• _Activity_
Show all lines of the listing that hold the word "Irene".

• _Record excerpts_

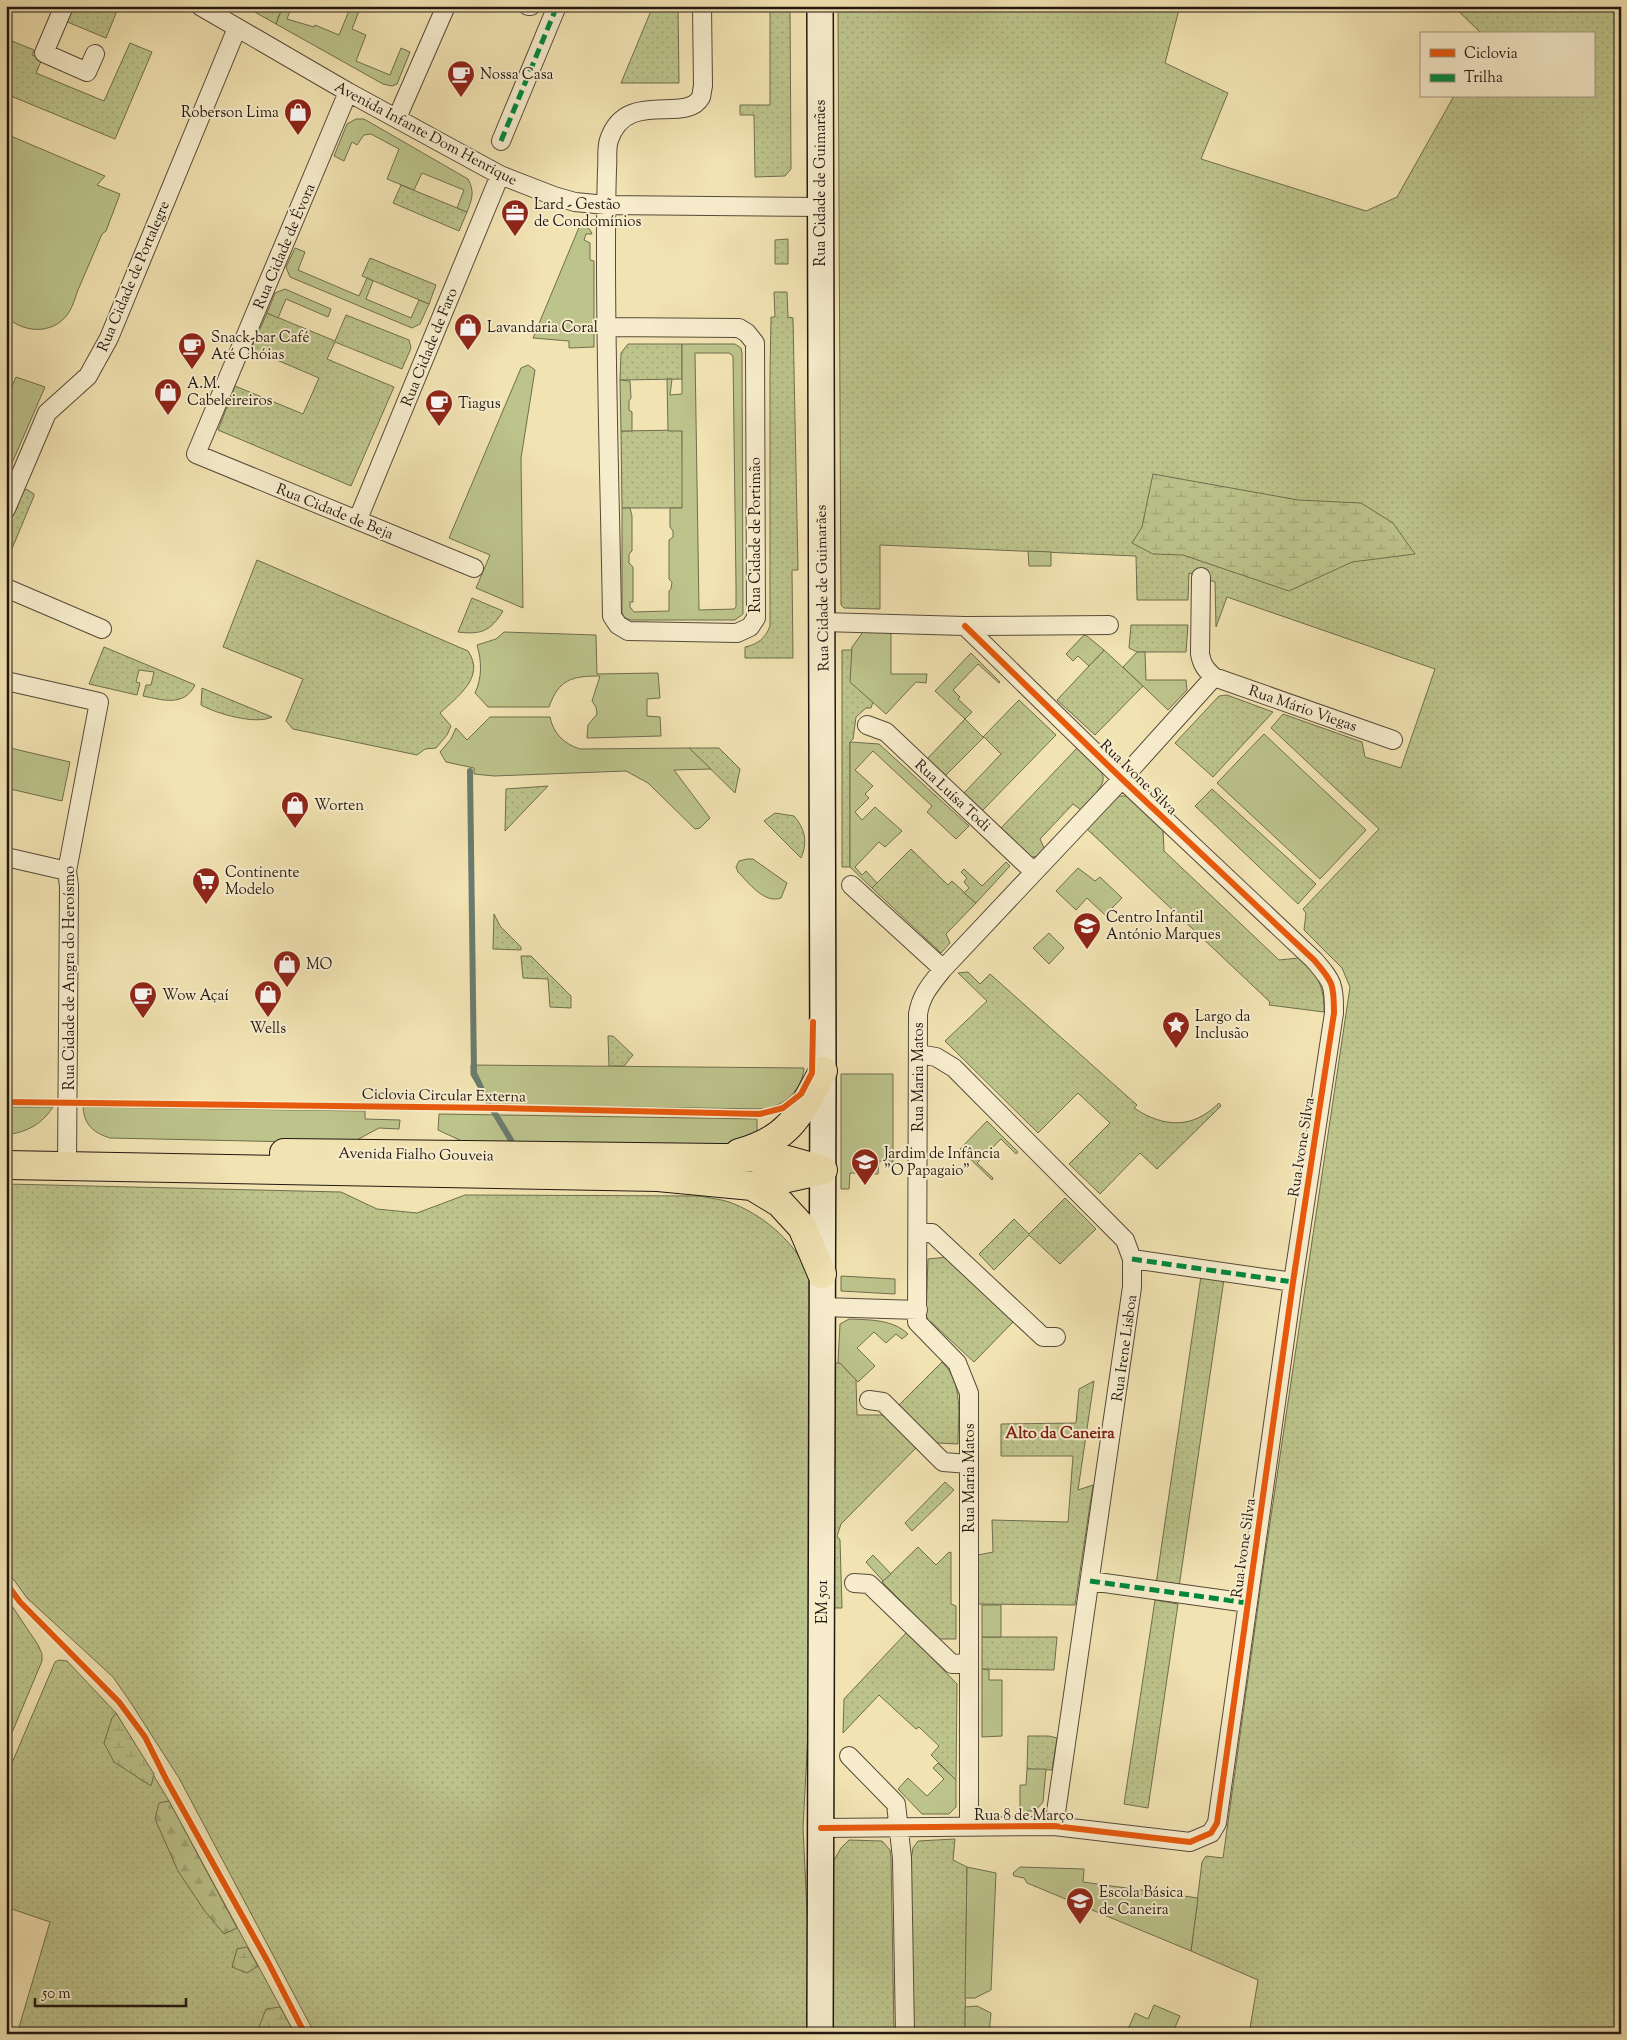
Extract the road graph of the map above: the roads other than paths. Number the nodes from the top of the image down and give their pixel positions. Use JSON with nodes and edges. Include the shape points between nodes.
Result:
{"nodes":[{"id":1,"x":64,"y":6,"type":"edge"},
{"id":2,"x":200,"y":6,"type":"edge"},
{"id":3,"x":446,"y":6,"type":"edge"},
{"id":4,"x":557,"y":6,"type":"edge"},
{"id":5,"x":702,"y":6,"type":"edge"},
{"id":6,"x":820,"y":6,"type":"edge"},
{"id":7,"x":237,"y":28,"type":"junction"},
{"id":8,"x":95,"y":54,"type":"dead end"},
{"id":9,"x":348,"y":92,"type":"junction"},
{"id":10,"x":397,"y":118,"type":"junction"},
{"id":11,"x":501,"y":141,"type":"dead end"},
{"id":12,"x":500,"y":175,"type":"junction"},
{"id":13,"x":606,"y":205,"type":"junction"},
{"id":14,"x":819,"y":207,"type":"junction"},
{"id":15,"x":606,"y":327,"type":"junction"},
{"id":16,"x":196,"y":454,"type":"joint"},
{"id":17,"x":6,"y":508,"type":"edge"},
{"id":18,"x":358,"y":520,"type":"junction"},
{"id":19,"x":474,"y":568,"type":"dead end"},
{"id":20,"x":1201,"y":577,"type":"dead end"},
{"id":21,"x":6,"y":588,"type":"edge"},
{"id":22,"x":822,"y":622,"type":"junction"},
{"id":23,"x":1109,"y":625,"type":"dead end"},
{"id":24,"x":965,"y":626,"type":"junction"},
{"id":25,"x":102,"y":629,"type":"dead end"},
{"id":26,"x":1214,"y":677,"type":"junction"},
{"id":27,"x":6,"y":681,"type":"edge"},
{"id":28,"x":867,"y":725,"type":"dead end"},
{"id":29,"x":1393,"y":740,"type":"dead end"},
{"id":30,"x":1122,"y":779,"type":"junction"},
{"id":31,"x":6,"y":857,"type":"edge"},
{"id":32,"x":67,"y":871,"type":"junction"},
{"id":33,"x":1034,"y":872,"type":"junction"},
{"id":34,"x":851,"y":885,"type":"dead end"},
{"id":35,"x":943,"y":969,"type":"junction"},
{"id":36,"x":918,"y":1054,"type":"junction"},
{"id":37,"x":823,"y":1071,"type":"junction"},
{"id":38,"x":6,"y":1149,"type":"edge"},
{"id":39,"x":67,"y":1158,"type":"junction"},
{"id":40,"x":721,"y":1158,"type":"junction"},
{"id":41,"x":6,"y":1165,"type":"edge"},
{"id":42,"x":823,"y":1170,"type":"junction"},
{"id":43,"x":752,"y":1186,"type":"junction"},
{"id":44,"x":918,"y":1232,"type":"junction"},
{"id":45,"x":1132,"y":1259,"type":"junction"},
{"id":46,"x":822,"y":1274,"type":"junction"},
{"id":47,"x":1293,"y":1282,"type":"junction"},
{"id":48,"x":822,"y":1307,"type":"junction"},
{"id":49,"x":918,"y":1310,"type":"junction"},
{"id":50,"x":1056,"y":1337,"type":"dead end"},
{"id":51,"x":869,"y":1400,"type":"dead end"},
{"id":52,"x":969,"y":1464,"type":"junction"},
{"id":53,"x":1090,"y":1581,"type":"junction"},
{"id":54,"x":854,"y":1583,"type":"dead end"},
{"id":55,"x":1248,"y":1603,"type":"junction"},
{"id":56,"x":968,"y":1662,"type":"junction"},
{"id":57,"x":849,"y":1756,"type":"dead end"},
{"id":58,"x":1217,"y":1823,"type":"joint"},
{"id":59,"x":1054,"y":1826,"type":"junction"},
{"id":60,"x":899,"y":1827,"type":"junction"},
{"id":61,"x":969,"y":1827,"type":"junction"},
{"id":62,"x":821,"y":1828,"type":"junction"},
{"id":63,"x":820,"y":2034,"type":"edge"},
{"id":64,"x":905,"y":2034,"type":"edge"}],
"edges":[{"from":1,"to":8,"type":"street","via":[[44,53],[87,72]]},
{"from":2,"to":7,"type":"street","name":"Avenida Infante Dom Henrique"},
{"from":3,"to":10,"type":"street"},
{"from":4,"to":11,"type":"street"},
{"from":5,"to":13,"type":"street","name":"Rua Cidade de Portimão","via":[[701,96],[694,105],[682,108],[636,111],[614,128],[608,142]]},
{"from":6,"to":14,"type":"main road","name":"Rua Cidade de Guimarães"},
{"from":7,"to":9,"type":"street","name":"Avenida Infante Dom Henrique"},
{"from":7,"to":17,"type":"street","name":"Rua Cidade de Portalegre","via":[[108,338],[88,376],[47,414]]},
{"from":9,"to":10,"type":"street","name":"Avenida Infante Dom Henrique"},
{"from":9,"to":16,"type":"street","name":"Rua Cidade de Évora"},
{"from":10,"to":12,"type":"street","name":"Avenida Infante Dom Henrique"},
{"from":12,"to":13,"type":"street","name":"Avenida Infante Dom Henrique","via":[[574,202]]},
{"from":12,"to":18,"type":"street","name":"Rua Cidade de Faro"},
{"from":13,"to":14,"type":"street","name":"Avenida Infante Dom Henrique"},
{"from":13,"to":15,"type":"street","name":"Rua Cidade de Portimão"},
{"from":14,"to":22,"type":"main road","name":"Rua Cidade de Guimarães"},
{"from":15,"to":15,"type":"street","name":"Rua Cidade de Portimão","via":[[612,616],[628,631],[737,633],[750,627],[756,614],[755,343],[739,328]]},
{"from":16,"to":18,"type":"street","name":"Rua Cidade de Beja"},
{"from":18,"to":19,"type":"street","name":"Rua Cidade de Beja"},
{"from":20,"to":26,"type":"street","via":[[1200,654],[1206,671]]},
{"from":21,"to":25,"type":"street"},
{"from":22,"to":24,"type":"street"},
{"from":22,"to":37,"type":"main road","name":"Rua Cidade de Guimarães"},
{"from":23,"to":24,"type":"street"},
{"from":24,"to":30,"type":"street","name":"Rua Ivone Silva"},
{"from":26,"to":29,"type":"street","name":"Rua Mário Viegas"},
{"from":26,"to":30,"type":"street","name":"Rua Maria Matos"},
{"from":27,"to":32,"type":"street","name":"Rua Cidade de Angra do Heroísmo","via":[[99,702]]},
{"from":28,"to":33,"type":"street","name":"Rua Luísa Todi","via":[[886,732]]},
{"from":30,"to":33,"type":"street","name":"Rua Maria Matos"},
{"from":30,"to":47,"type":"street","name":"Rua Ivone Silva","via":[[1314,960],[1334,987],[1334,1013]]},
{"from":31,"to":32,"type":"street"},
{"from":32,"to":39,"type":"street","name":"Rua Cidade de Angra do Heroísmo"},
{"from":33,"to":35,"type":"street","name":"Rua Maria Matos"},
{"from":34,"to":35,"type":"street"},
{"from":35,"to":36,"type":"street","name":"Rua Maria Matos","via":[[920,1002]]},
{"from":36,"to":44,"type":"street","name":"Rua Maria Matos"},
{"from":36,"to":45,"type":"street","name":"Rua Irene Lisboa","via":[[936,1057],[954,1068],[1125,1240]]},
{"from":37,"to":40,"type":"main road","via":[[798,1118],[780,1135],[758,1148]]},
{"from":37,"to":42,"type":"main road","name":"Rua Cidade de Guimarães"},
{"from":38,"to":39,"type":"main road","name":"Avenida Fialho Gouveia"},
{"from":39,"to":40,"type":"main road","name":"Avenida Fialho Gouveia"},
{"from":39,"to":41,"type":"main road","name":"Avenida Fialho Gouveia"},
{"from":39,"to":43,"type":"main road","name":"Avenida Fialho Gouveia","via":[[658,1177]]},
{"from":40,"to":42,"type":"main road","name":"Avenida Fialho Gouveia","via":[[787,1160]]},
{"from":42,"to":43,"type":"main road"},
{"from":42,"to":46,"type":"main road","name":"EM 501","number":"EM 501"},
{"from":43,"to":46,"type":"main road","via":[[780,1203],[802,1227]]},
{"from":44,"to":49,"type":"street","name":"Rua Maria Matos"},
{"from":44,"to":50,"type":"street","via":[[932,1233],[1043,1337]]},
{"from":45,"to":47,"type":"street"},
{"from":45,"to":53,"type":"street","name":"Rua Irene Lisboa","via":[[1132,1288]]},
{"from":46,"to":48,"type":"main road","name":"EM 501","number":"EM 501"},
{"from":47,"to":55,"type":"street","name":"Rua Ivone Silva"},
{"from":48,"to":49,"type":"street"},
{"from":48,"to":62,"type":"main road","name":"EM 501","number":"EM 501"},
{"from":49,"to":52,"type":"street","name":"Rua Maria Matos","via":[[917,1322],[957,1363],[969,1393]]},
{"from":51,"to":52,"type":"street","via":[[883,1402],[943,1462]]},
{"from":52,"to":56,"type":"street","name":"Rua Maria Matos"},
{"from":53,"to":55,"type":"street"},
{"from":53,"to":59,"type":"street","name":"Rua Irene Lisboa"},
{"from":54,"to":56,"type":"street","via":[[869,1584],[952,1664]]},
{"from":55,"to":58,"type":"street","name":"Rua Ivone Silva"},
{"from":56,"to":61,"type":"street","name":"Rua Maria Matos"},
{"from":57,"to":60,"type":"street","via":[[896,1804]]},
{"from":58,"to":59,"type":"street","name":"Rua 8 de Março","via":[[1211,1833],[1190,1842]]},
{"from":59,"to":61,"type":"street","name":"Rua 8 de Março"},
{"from":60,"to":61,"type":"street","name":"Rua 8 de Março"},
{"from":60,"to":62,"type":"street","name":"Rua 8 de Março"},
{"from":60,"to":64,"type":"street"},
{"from":62,"to":63,"type":"main road","name":"EM 501","number":"EM 501"}]}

• _Answer section_
{"from":36,"to":45,"type":"street","name":"Rua Irene Lisboa","via":[[936,1057],[954,1068],[1125,1240]]},
{"from":45,"to":53,"type":"street","name":"Rua Irene Lisboa","via":[[1132,1288]]},
{"from":53,"to":59,"type":"street","name":"Rua Irene Lisboa"},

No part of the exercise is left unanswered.